La Turquie continue en effet à bombarder des régions à majorité kurde en Syrie. Elle poursuit son intervention militaire directe et son soutien à des groupes armés de l’opposition syrienne pour déloger les combattants de l’Etat Islamique et du Parti de l’Union démocratique (PYD), organisation sœur du PKK en Syrie. La priorité sur le terrain est néanmoins donnée à la lutte contre l’autonomie et à la prévention de toute expansion des forces kurdes du PYD au nord-est de la Syrie. La Turquie a d’ailleurs émis le 22 novembre un mandat d’arrêt contre le leader du parti Kurde syrien du PYD, Saleh Muslim.

Simultanément, comme nous l’avons déjà signalé, la politique du PYD pose une série de problèmes comme par exemple :

– son orientation non-conflictuelle avec le régime d’Assad,

– son soutien à l’intervention russe en Syrie,

– le fait d’avoir profité, début 2016, des bombardements russes sur les environs d’Alep pour conquérir de nouveaux territoires au détriment de l’ASL et des forces de l’opposition islamique à Bachar el-Assad.

Aux dernières nouvelles, de nouveaux affrontements militaires ont malheureusement eu lieu entre d’une part le PYD, d’autre part l’ASL et des forces islamiques dans le nord de la région d’Alep.

Il existe également contre le PYD des accusations de violation des droits de l’Homme concernant des populations arabes. De plus, le PYD a eu des pratiques autoritaires et a pris des mesures répressives contre d’autres groupes et militants kurdes.

De façon générale, aucune solution de la question kurde et pour une Syrie inclusive ne peut être trouvée sans reconnaitre les Kurdes comme un “peuple” à part entière ou une “nation”, et en apportant un soutien inconditionnel à l’autodétermination du peuple kurde en Syrie et ailleurs.

Cela ne signifie pas pour autant être a-critique envers la politique de la direction du PYD ou tout autre parti politique kurde.

Nous devons réaffirmer que la défaite de la révolution syrienne et du mouvement populaire marquerait probablement la fin de l’expérience du Rojava, et un retour à une ère de répression des Kurdes de Syrie.

Le régime d’Assad et les forces islamiques réactionnaires font obstacle au développement de toute expérience politique ne figurant pas dans leur programme autoritaire.

Pour cette raison, nous ne devons pas séparer la lutte pour l’autodétermination des Kurdes de la dynamique de la révolution syrienne.

Ceci est important pour comprendre pourquoi un quasi-consensus existe entre tous les pouvoirs internationaux et locaux, sur certains points :

– liquider le mouvement révolutionnaire populaire initié en mars 2011,

– stabiliser le régime de Damas et maintenir à sa tête le dictateur Bachar Al-Assad pour le court et moyen terme,

– s’opposer à toute forme d’autonomie kurde,

– vaincre et défaire militairement les groupes jihadistes comme Daech.

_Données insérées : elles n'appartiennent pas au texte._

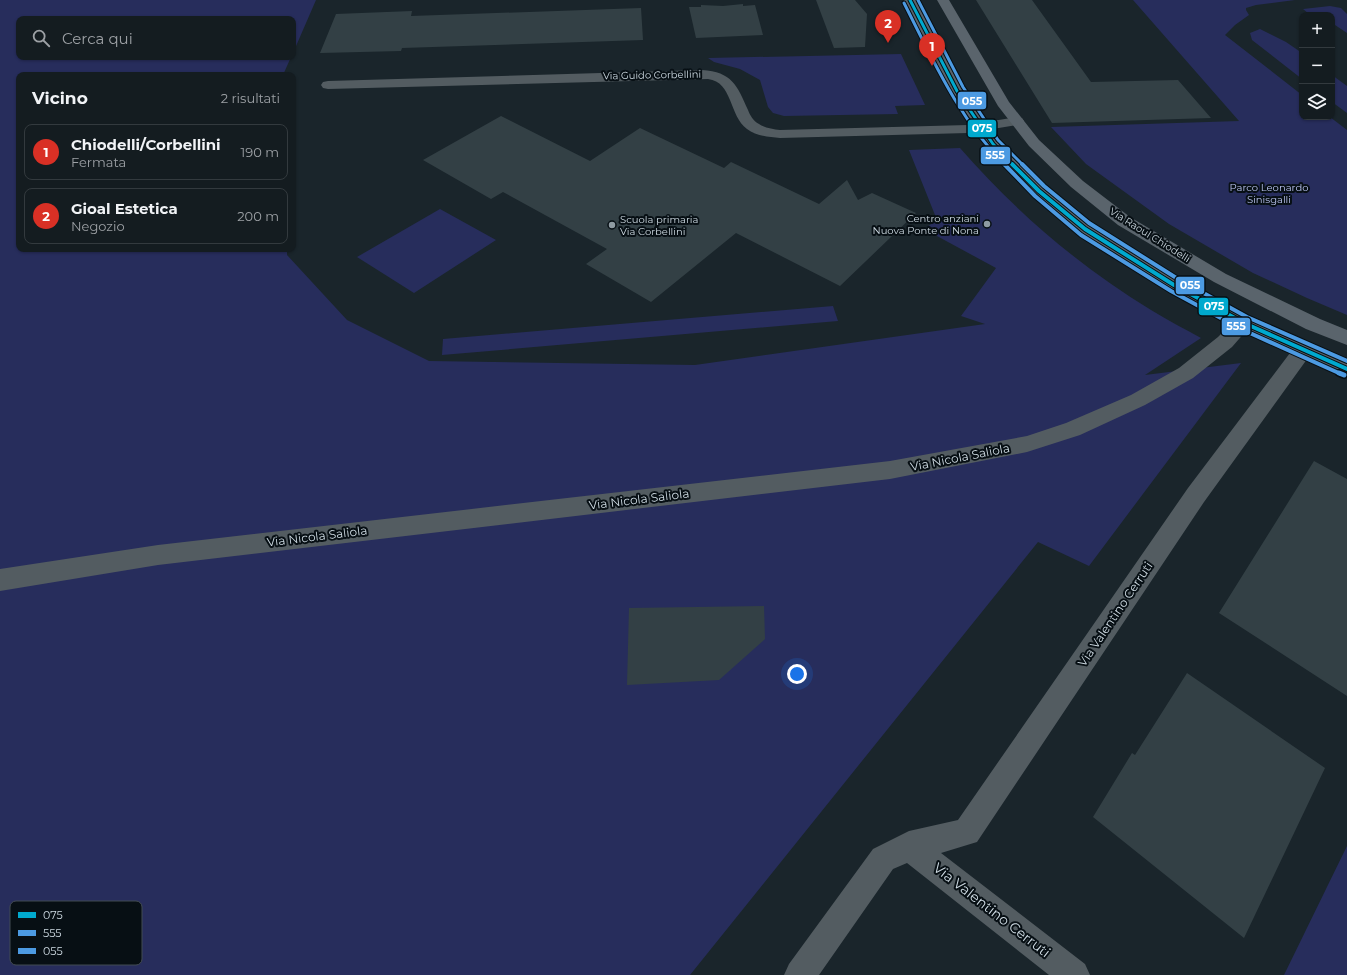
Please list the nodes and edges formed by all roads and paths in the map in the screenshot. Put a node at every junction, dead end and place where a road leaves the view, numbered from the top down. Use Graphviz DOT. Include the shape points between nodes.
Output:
graph roads {
  1 [pos="910,0"];
  2 [pos="943,0"];
  3 [pos="328,85"];
  4 [pos="1017,121"];
  5 [pos="981,127"];
  6 [pos="1244,323"];
  7 [pos="1347,338"];
  8 [pos="1303,350"];
  9 [pos="1347,369"];
  10 [pos="0,580"];
  11 [pos="909,846"];
  12 [pos="800,975"];
  13 [pos="1074,975"];
  1 -- 5 [label="main road" via="957,91"];
  2 -- 4 [label="main road, Via Raoul Chiodelli" via="996,91"];
  3 -- 5 [label="street, Via Guido Corbellini" via="699,74 722,79 731,87 745,120 752,126 770,133 842,133"];
  4 -- 5 [label="street, Via Guido Corbellini"];
  4 -- 7 [label="main road, Via Raoul Chiodelli" via="1034,144 1077,184 1124,220 1220,278"];
  5 -- 6 [label="main road" via="993,144 1039,191 1086,229 1174,285"];
  6 -- 8 [label="main road"];
  6 -- 10 [label="street, Via Nicola Saliola" via="1186,373 1138,400 1073,429 1027,444 976,455 890,470 158,555"];
  8 -- 9 [label="main road"];
  8 -- 11 [label="street, Via Valentino Cerruti" via="1196,495 967,832"];
  11 -- 12 [label="street, Via Valentino Cerruti" via="883,859"];
  11 -- 13 [label="street, Via Valentino Cerruti"];
}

Quelles sont les relations entre le PYD et les forces de l’opposition syrienne démocratique ?

Malheureusement, une coupure et une division croissantes sont apparues entre, d’une part les mouvements arabes, et d’autre part les mouvements kurdes, et plus particulièrement le PYD.

La majorité des forces arabes syriennes opposées au régime d’Assad voient dans le fédéralisme un pas vers le séparatisme et le démembrement du pays.

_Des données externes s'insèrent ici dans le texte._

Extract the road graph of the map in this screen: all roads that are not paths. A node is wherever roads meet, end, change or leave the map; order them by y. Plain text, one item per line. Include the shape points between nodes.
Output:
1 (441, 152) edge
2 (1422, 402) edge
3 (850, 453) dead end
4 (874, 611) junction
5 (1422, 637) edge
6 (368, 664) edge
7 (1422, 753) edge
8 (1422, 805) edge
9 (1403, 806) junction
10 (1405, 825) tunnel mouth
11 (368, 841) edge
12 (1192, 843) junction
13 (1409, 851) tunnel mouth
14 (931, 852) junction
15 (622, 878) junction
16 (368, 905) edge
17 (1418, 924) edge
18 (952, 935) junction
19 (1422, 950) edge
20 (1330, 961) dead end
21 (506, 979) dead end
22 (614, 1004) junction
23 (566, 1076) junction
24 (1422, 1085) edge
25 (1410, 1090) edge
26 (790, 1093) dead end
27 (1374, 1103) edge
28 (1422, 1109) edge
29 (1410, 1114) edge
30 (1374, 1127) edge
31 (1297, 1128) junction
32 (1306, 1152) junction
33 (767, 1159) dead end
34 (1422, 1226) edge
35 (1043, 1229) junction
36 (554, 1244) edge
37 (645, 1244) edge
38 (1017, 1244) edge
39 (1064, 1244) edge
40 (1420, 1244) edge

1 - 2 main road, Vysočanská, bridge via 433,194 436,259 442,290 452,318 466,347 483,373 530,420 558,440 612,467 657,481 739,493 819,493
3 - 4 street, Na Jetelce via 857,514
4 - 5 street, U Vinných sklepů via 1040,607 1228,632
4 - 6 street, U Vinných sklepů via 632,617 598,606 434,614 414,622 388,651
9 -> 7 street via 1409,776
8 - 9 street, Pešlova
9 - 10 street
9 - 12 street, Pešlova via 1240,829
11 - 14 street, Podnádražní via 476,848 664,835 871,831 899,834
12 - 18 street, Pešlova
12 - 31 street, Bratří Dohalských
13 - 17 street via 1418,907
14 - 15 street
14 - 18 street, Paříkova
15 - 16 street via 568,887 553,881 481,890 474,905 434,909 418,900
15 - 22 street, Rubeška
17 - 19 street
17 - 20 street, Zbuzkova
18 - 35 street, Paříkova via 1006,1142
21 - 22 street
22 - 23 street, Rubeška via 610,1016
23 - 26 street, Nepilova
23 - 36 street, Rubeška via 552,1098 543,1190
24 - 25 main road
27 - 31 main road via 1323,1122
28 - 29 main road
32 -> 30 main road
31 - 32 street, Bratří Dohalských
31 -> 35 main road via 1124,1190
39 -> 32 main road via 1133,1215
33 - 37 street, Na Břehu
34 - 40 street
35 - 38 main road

Ceci a été renforcé, comme mentionné précédemment, par la politique de non-confrontation du PYD avec le régime d’Assad, qui a notamment inclus :

– le maintien de canaux de communication établis depuis le début du soulèvement de 2011,

– la cohabitation avec des forces du régime dans les villes de Qamichli de Hassaka (malgré des confrontations occasionnelles violentes),

– des abus et des violations des droits de l’Homme contre les civils arabes syriens dans les zones dominées par les forces armées du PYD,

– la montée de suspicions et d’oppositions de la part des populations arabes de Syrie.

Selon une étude réalisée entre novembre 2015 et janvier 2016 par l’association syrienne indépendante “Après demain” (The Day After Tomorrow), 86,7 % des personnes interrogées dans les territoires contrôlés par l’opposition rejettent le fédéralisme, tandis qu’un consensus existe autour du fédéralisme dans les zones kurdes auto-administrées, avec 79,6 % d’avis favorables.

Ces chiffres montrent qu’une coupure existe entre Kurdes et Arabes et que le premier impératif en ce qui concerne tout système politique futur en Syrie est de prendre en compte la “question kurde”.

De plus, dans les régions majoritairement habitées par des kurdes, les forces kurdes démocratiques ont des relations tendues avec le PYD à cause des campagnes de répression de celui-ci et sa politique autoritaire.

Existe-t’il d’autres forces politiques kurdes ? Lesquelles d’entre elles sont de gauche, ou partie prenantes du mouvement ? Quels sont leurs objectifs ? Quelles sont leur rapports avec le PYD ?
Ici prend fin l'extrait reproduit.